Member of the Rhode Island Senate from the 21st district
- In office January 5, 2011 – February 22, 2018
- Preceded by: Leo Blais
- Succeeded by: Gordon Rogers

Personal details
- Born: October 18, 1990 (age 35)
- Party: Republican
- Alma mater: Rhode Island College
- Website: nickkettleforrisenate.webs.com

= Nicholas Kettle =

American politician

Nicholas D. Kettle (born October 18, 1990) is an American politician and a former Republican member of the Rhode Island Senate.
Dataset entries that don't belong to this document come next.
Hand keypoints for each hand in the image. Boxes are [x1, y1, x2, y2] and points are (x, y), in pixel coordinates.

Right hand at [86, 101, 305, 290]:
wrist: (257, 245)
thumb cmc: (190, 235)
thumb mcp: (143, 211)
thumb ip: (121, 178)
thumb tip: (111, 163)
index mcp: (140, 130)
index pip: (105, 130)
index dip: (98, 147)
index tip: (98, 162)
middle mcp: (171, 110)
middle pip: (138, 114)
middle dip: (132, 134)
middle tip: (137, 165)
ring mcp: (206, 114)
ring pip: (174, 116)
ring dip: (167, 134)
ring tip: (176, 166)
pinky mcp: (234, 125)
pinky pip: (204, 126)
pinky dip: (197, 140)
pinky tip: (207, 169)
He represented District 21 in the Rhode Island Senate from January 2011 until his resignation in February 2018.

==Education==
Kettle graduated from Coventry High School and is attending Rhode Island College.

==Elections==
- 2012: Kettle was unopposed for the September 11, 2012 Republican Primary, winning with 752 votes, and won the November 6, 2012 General election with 6,977 votes (50.7%) against Democratic former state Representative Scott M. Pollard.
- 2010: Kettle challenged District 21 incumbent Senator Leo Blais in the September 23, 2010 Republican Primary, winning by 24 votes with 525 votes (51.2%), and won the three-way November 2, 2010 General election with 4,623 votes (36.4%) against Democratic nominee Anthony Colaluca and Independent candidate John Assalone.

==Arrest and resignation==
On February 16, 2018, Kettle was arrested on charges of video voyeurism and extortion. A former girlfriend of Kettle filed the complaint. As a result of this arrest, Rhode Island state police seized Kettle's electronic devices.
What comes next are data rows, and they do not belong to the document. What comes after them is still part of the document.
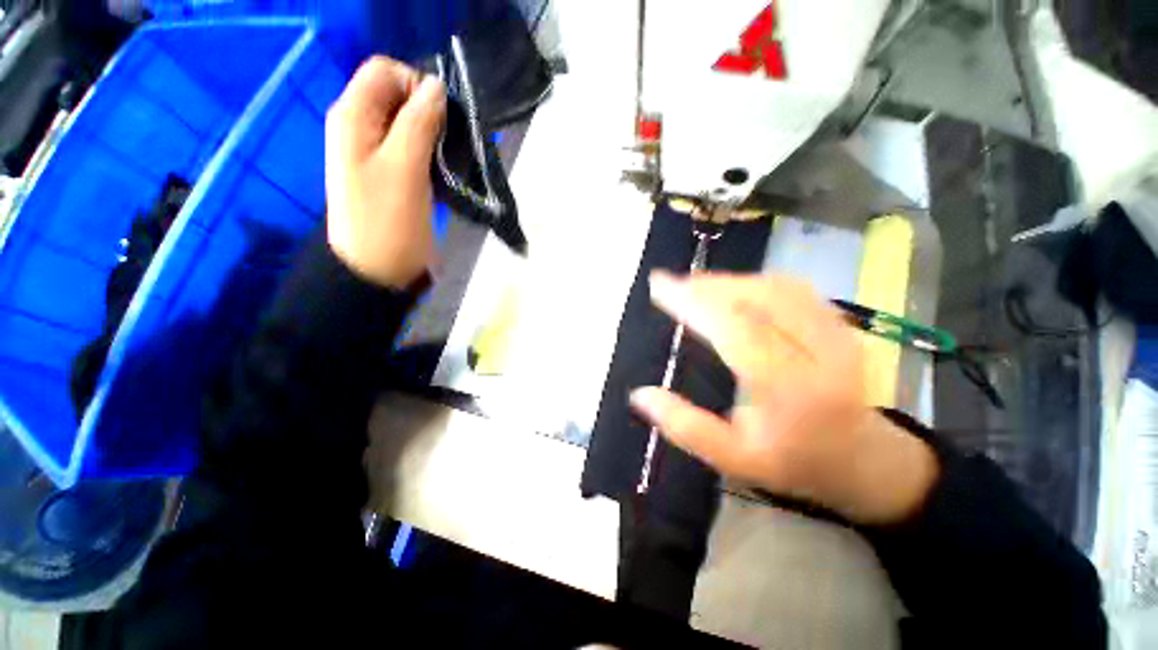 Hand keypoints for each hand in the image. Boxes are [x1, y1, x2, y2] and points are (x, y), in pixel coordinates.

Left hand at [325, 57, 445, 288]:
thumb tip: (436, 86)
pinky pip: (415, 148)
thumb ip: (418, 121)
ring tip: (453, 159)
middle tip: (451, 143)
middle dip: (430, 111)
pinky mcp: (394, 174)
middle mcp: (362, 127)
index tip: (443, 119)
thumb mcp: (404, 167)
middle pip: (399, 95)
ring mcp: (377, 152)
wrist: (379, 270)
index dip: (417, 85)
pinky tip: (445, 171)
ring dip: (435, 135)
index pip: (386, 71)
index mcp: (354, 116)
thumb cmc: (388, 220)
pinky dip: (433, 153)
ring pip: (410, 123)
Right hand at [629, 272, 938, 525]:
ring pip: (773, 286)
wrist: (863, 460)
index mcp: (791, 390)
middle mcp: (821, 352)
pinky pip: (790, 288)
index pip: (735, 329)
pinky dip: (751, 281)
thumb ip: (685, 427)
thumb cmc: (793, 462)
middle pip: (756, 297)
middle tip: (669, 284)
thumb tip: (640, 395)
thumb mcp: (734, 459)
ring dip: (726, 280)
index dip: (693, 303)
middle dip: (705, 286)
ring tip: (691, 286)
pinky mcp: (838, 323)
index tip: (659, 287)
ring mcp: (836, 332)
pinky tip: (729, 288)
Kettle was also charged with extorting a Senate page for sex on two occasions in 2011. Facing likely expulsion from the Rhode Island Senate, Kettle resigned on February 22, 2018. He complained about being denied due process in his resignation letter. In August 2019, Kettle was ultimately acquitted of extortion after the Attorney General's office dismissed the indictment after Kettle's legal team presented new evidence.